Des sapins mineurs d’or
En séquençant l’ADN des biofilms pour identifier les bactéries qui les constituaient, les biologistes ont trouvé que certaines de ces bactéries aidaient à transformer l’or, présent sous forme soluble dans l’eau absorbée depuis le sol par les racines de l’arbre, en une forme solide que l’arbre stocke dans ses aiguilles.

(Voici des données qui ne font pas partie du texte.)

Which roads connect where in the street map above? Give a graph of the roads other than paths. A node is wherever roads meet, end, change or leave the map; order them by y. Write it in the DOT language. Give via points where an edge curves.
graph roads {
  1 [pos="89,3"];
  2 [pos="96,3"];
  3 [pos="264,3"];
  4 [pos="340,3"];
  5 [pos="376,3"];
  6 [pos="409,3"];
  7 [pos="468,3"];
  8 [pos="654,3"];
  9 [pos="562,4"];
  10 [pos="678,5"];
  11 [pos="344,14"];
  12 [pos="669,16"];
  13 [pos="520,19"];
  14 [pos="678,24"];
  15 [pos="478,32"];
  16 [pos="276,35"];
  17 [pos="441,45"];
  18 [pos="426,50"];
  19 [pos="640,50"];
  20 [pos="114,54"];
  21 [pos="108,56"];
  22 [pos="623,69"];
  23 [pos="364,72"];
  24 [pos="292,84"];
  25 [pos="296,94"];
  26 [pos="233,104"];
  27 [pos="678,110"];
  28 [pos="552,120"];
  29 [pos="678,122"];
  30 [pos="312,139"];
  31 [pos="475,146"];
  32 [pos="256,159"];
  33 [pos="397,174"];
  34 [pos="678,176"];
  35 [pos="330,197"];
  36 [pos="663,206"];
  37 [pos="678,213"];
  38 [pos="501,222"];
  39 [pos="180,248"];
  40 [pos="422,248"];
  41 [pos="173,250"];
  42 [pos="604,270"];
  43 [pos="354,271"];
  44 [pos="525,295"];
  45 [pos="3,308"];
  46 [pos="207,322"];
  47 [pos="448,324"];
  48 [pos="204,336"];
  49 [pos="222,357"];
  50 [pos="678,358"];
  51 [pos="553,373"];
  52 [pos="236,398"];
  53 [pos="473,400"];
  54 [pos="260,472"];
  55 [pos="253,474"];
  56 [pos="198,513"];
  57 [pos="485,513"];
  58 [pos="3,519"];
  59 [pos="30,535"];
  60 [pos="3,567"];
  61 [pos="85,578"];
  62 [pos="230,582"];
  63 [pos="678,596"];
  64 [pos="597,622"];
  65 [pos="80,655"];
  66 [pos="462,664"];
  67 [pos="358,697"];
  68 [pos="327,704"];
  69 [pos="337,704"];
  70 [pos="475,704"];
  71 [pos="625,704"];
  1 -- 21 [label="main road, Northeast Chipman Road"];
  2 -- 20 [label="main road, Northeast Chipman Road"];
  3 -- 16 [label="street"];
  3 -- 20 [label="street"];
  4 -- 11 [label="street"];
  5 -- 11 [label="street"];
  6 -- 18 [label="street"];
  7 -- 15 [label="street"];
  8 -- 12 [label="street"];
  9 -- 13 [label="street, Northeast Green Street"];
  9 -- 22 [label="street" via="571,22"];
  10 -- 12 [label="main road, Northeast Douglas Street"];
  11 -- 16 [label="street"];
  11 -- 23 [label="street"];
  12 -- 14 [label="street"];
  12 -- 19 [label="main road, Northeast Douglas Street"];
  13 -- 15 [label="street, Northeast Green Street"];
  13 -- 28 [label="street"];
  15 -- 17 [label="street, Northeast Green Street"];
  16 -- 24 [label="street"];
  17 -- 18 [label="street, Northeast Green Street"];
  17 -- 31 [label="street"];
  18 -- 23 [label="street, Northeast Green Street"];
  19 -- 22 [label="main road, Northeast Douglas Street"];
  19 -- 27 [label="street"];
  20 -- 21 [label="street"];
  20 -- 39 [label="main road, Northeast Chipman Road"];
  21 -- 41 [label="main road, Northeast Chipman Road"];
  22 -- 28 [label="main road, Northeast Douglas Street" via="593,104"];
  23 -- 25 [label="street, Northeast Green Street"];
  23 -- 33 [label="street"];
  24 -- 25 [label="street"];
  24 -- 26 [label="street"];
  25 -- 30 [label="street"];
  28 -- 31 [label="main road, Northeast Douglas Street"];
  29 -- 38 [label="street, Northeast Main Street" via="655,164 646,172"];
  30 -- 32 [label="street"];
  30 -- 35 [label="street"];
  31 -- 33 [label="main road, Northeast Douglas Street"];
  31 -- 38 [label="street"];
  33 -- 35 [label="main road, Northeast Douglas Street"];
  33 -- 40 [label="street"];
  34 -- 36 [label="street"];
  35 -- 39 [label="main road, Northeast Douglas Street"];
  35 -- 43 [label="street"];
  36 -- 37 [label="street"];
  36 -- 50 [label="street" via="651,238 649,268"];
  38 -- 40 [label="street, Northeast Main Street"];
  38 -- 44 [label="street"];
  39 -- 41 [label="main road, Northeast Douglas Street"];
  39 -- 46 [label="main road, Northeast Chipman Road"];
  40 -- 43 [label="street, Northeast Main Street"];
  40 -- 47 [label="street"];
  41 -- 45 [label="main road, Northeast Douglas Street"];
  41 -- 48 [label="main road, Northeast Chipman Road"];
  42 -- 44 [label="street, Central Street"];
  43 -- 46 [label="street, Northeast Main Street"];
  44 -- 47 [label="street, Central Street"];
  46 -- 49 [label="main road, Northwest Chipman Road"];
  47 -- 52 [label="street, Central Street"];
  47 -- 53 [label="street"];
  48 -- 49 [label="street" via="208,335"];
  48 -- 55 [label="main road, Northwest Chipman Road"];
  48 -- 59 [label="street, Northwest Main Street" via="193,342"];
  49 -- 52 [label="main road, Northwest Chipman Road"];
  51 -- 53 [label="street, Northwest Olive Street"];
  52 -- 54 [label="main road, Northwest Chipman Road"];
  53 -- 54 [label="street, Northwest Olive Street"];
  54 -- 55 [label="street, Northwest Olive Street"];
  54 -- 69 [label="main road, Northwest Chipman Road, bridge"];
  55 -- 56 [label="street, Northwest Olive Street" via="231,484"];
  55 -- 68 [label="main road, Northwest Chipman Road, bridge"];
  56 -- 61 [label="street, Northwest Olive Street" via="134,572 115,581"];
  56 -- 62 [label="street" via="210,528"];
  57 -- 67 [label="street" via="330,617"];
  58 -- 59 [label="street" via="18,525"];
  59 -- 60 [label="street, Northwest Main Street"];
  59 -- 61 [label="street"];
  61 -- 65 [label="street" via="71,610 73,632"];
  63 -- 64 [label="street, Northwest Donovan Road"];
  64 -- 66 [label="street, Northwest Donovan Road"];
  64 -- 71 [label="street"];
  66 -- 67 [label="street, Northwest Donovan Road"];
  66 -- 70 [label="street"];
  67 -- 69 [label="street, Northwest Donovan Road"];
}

Elles permettent donc à l’arbre d’extraire l’or du sol, et de le fixer dans son feuillage, en l’occurrence sa parure d’aiguilles de sapin.
La découverte pourrait intéresser des industries, car ces bactéries pourraient aider les géologues à découvrir des sols riches en or, simplement en étudiant les aiguilles des sapins, une méthode de prospection peu invasive.
Mais elle est aussi un bon exemple de la richesse des interactions entre monde végétal, monde bactérien et monde minéral, des réseaux cachés de la nature que nous connaissons encore bien peu, et qui pourtant jouent un rôle fondamental à l’échelle de toute la planète.